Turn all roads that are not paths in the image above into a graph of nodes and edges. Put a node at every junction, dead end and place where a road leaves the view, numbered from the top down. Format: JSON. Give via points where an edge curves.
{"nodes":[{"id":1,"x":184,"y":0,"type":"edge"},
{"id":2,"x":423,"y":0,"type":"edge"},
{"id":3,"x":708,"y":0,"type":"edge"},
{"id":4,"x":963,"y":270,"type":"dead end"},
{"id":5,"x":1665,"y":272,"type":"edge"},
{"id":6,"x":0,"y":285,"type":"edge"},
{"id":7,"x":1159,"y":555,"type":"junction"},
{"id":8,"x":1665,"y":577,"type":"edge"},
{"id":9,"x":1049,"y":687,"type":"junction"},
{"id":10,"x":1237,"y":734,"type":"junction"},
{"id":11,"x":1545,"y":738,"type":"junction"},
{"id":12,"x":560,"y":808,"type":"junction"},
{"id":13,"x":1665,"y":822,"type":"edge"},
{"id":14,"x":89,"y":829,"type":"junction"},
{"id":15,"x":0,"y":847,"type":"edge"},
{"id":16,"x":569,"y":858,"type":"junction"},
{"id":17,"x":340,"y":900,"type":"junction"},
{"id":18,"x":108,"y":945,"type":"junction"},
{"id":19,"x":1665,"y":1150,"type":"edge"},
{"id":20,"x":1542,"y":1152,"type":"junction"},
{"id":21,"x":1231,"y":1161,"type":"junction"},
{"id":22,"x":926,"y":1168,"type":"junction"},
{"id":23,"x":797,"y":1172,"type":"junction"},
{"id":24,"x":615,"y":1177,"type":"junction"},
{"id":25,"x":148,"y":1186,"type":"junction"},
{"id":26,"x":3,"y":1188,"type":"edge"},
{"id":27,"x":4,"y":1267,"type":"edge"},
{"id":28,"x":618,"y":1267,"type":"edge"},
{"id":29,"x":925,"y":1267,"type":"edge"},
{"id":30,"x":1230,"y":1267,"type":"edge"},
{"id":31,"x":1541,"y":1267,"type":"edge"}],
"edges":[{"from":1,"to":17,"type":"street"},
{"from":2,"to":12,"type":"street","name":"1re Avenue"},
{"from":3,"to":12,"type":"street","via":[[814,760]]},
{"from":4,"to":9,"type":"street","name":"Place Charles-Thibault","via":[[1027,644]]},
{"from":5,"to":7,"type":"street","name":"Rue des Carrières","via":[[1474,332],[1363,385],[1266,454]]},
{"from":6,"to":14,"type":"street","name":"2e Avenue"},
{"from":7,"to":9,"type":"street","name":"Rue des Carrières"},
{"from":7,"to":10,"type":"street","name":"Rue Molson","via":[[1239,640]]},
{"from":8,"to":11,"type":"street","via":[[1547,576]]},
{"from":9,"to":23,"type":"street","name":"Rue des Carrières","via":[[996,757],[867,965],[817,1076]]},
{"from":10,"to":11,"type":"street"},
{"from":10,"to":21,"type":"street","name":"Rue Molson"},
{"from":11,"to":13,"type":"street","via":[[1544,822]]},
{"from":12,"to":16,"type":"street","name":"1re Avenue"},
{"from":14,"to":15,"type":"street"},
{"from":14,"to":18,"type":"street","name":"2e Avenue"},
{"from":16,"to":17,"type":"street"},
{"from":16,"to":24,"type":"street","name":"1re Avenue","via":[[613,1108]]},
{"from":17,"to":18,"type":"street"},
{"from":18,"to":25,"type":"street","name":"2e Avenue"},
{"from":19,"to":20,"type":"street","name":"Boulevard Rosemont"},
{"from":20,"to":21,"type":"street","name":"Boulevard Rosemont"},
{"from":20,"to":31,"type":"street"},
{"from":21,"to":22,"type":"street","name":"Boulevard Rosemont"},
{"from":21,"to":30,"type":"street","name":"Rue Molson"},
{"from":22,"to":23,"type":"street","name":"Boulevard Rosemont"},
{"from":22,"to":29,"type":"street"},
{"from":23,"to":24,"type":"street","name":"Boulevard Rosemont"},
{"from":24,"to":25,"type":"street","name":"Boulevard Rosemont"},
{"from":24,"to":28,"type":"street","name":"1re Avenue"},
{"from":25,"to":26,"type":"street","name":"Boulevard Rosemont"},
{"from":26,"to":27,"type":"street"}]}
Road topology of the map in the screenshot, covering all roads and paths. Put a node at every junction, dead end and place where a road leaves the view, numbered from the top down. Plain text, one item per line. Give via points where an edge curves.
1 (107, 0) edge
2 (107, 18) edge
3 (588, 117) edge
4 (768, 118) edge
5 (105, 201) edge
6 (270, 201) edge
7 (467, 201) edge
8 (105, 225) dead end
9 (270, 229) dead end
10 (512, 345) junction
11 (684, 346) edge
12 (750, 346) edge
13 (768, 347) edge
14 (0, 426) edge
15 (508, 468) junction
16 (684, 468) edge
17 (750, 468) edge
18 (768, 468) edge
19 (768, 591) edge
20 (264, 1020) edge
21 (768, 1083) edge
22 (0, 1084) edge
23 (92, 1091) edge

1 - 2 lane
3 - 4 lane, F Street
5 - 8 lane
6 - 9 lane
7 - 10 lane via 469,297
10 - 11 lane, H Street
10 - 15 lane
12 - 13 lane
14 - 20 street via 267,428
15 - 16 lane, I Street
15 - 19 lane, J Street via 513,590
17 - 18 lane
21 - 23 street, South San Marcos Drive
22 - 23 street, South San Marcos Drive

* **Task to complete**
Write the records out again, character for character.

* **Answer space**
Turn all roads that are not paths in the image above into a graph of nodes and edges. Put a node at every junction, dead end and place where a road leaves the view, numbered from the top down. Format: JSON. Give via points where an edge curves.
{"nodes":[{"id":1,"x":184,"y":0,"type":"edge"},
{"id":2,"x":423,"y":0,"type":"edge"},
{"id":3,"x":708,"y":0,"type":"edge"},
{"id":4,"x":963,"y":270,"type":"dead end"},
{"id":5,"x":1665,"y":272,"type":"edge"},
{"id":6,"x":0,"y":285,"type":"edge"},
{"id":7,"x":1159,"y":555,"type":"junction"},
{"id":8,"x":1665,"y":577,"type":"edge"},
{"id":9,"x":1049,"y":687,"type":"junction"},
{"id":10,"x":1237,"y":734,"type":"junction"},
{"id":11,"x":1545,"y":738,"type":"junction"},
{"id":12,"x":560,"y":808,"type":"junction"},
{"id":13,"x":1665,"y":822,"type":"edge"},
{"id":14,"x":89,"y":829,"type":"junction"},
{"id":15,"x":0,"y":847,"type":"edge"},
{"id":16,"x":569,"y":858,"type":"junction"},
{"id":17,"x":340,"y":900,"type":"junction"},
{"id":18,"x":108,"y":945,"type":"junction"},
{"id":19,"x":1665,"y":1150,"type":"edge"},
{"id":20,"x":1542,"y":1152,"type":"junction"},
{"id":21,"x":1231,"y":1161,"type":"junction"},
{"id":22,"x":926,"y":1168,"type":"junction"},
{"id":23,"x":797,"y":1172,"type":"junction"},
{"id":24,"x":615,"y":1177,"type":"junction"},
{"id":25,"x":148,"y":1186,"type":"junction"},
{"id":26,"x":3,"y":1188,"type":"edge"},
{"id":27,"x":4,"y":1267,"type":"edge"},
{"id":28,"x":618,"y":1267,"type":"edge"},
{"id":29,"x":925,"y":1267,"type":"edge"},
{"id":30,"x":1230,"y":1267,"type":"edge"},
{"id":31,"x":1541,"y":1267,"type":"edge"}],
"edges":[{"from":1,"to":17,"type":"street"},
{"from":2,"to":12,"type":"street","name":"1re Avenue"},
{"from":3,"to":12,"type":"street","via":[[814,760]]},
{"from":4,"to":9,"type":"street","name":"Place Charles-Thibault","via":[[1027,644]]},
{"from":5,"to":7,"type":"street","name":"Rue des Carrières","via":[[1474,332],[1363,385],[1266,454]]},
{"from":6,"to":14,"type":"street","name":"2e Avenue"},
{"from":7,"to":9,"type":"street","name":"Rue des Carrières"},
{"from":7,"to":10,"type":"street","name":"Rue Molson","via":[[1239,640]]},
{"from":8,"to":11,"type":"street","via":[[1547,576]]},
{"from":9,"to":23,"type":"street","name":"Rue des Carrières","via":[[996,757],[867,965],[817,1076]]},
{"from":10,"to":11,"type":"street"},
{"from":10,"to":21,"type":"street","name":"Rue Molson"},
{"from":11,"to":13,"type":"street","via":[[1544,822]]},
{"from":12,"to":16,"type":"street","name":"1re Avenue"},
{"from":14,"to":15,"type":"street"},
{"from":14,"to":18,"type":"street","name":"2e Avenue"},
{"from":16,"to":17,"type":"street"},
{"from":16,"to":24,"type":"street","name":"1re Avenue","via":[[613,1108]]},
{"from":17,"to":18,"type":"street"},
{"from":18,"to":25,"type":"street","name":"2e Avenue"},
{"from":19,"to":20,"type":"street","name":"Boulevard Rosemont"},
{"from":20,"to":21,"type":"street","name":"Boulevard Rosemont"},
{"from":20,"to":31,"type":"street"},
{"from":21,"to":22,"type":"street","name":"Boulevard Rosemont"},
{"from":21,"to":30,"type":"street","name":"Rue Molson"},
{"from":22,"to":23,"type":"street","name":"Boulevard Rosemont"},
{"from":22,"to":29,"type":"street"},
{"from":23,"to":24,"type":"street","name":"Boulevard Rosemont"},
{"from":24,"to":25,"type":"street","name":"Boulevard Rosemont"},
{"from":24,"to":28,"type":"street","name":"1re Avenue"},
{"from":25,"to":26,"type":"street","name":"Boulevard Rosemont"},
{"from":26,"to":27,"type":"street"}]}
Road topology of the map in the screenshot, covering all roads and paths. Put a node at every junction, dead end and place where a road leaves the view, numbered from the top down. Plain text, one item per line. Give via points where an edge curves.
1 (107, 0) edge
2 (107, 18) edge
3 (588, 117) edge
4 (768, 118) edge
5 (105, 201) edge
6 (270, 201) edge
7 (467, 201) edge
8 (105, 225) dead end
9 (270, 229) dead end
10 (512, 345) junction
11 (684, 346) edge
12 (750, 346) edge
13 (768, 347) edge
14 (0, 426) edge
15 (508, 468) junction
16 (684, 468) edge
17 (750, 468) edge
18 (768, 468) edge
19 (768, 591) edge
20 (264, 1020) edge
21 (768, 1083) edge
22 (0, 1084) edge
23 (92, 1091) edge

1 - 2 lane
3 - 4 lane, F Street
5 - 8 lane
6 - 9 lane
7 - 10 lane via 469,297
10 - 11 lane, H Street
10 - 15 lane
12 - 13 lane
14 - 20 street via 267,428
15 - 16 lane, I Street
15 - 19 lane, J Street via 513,590
17 - 18 lane
21 - 23 street, South San Marcos Drive
22 - 23 street, South San Marcos Drive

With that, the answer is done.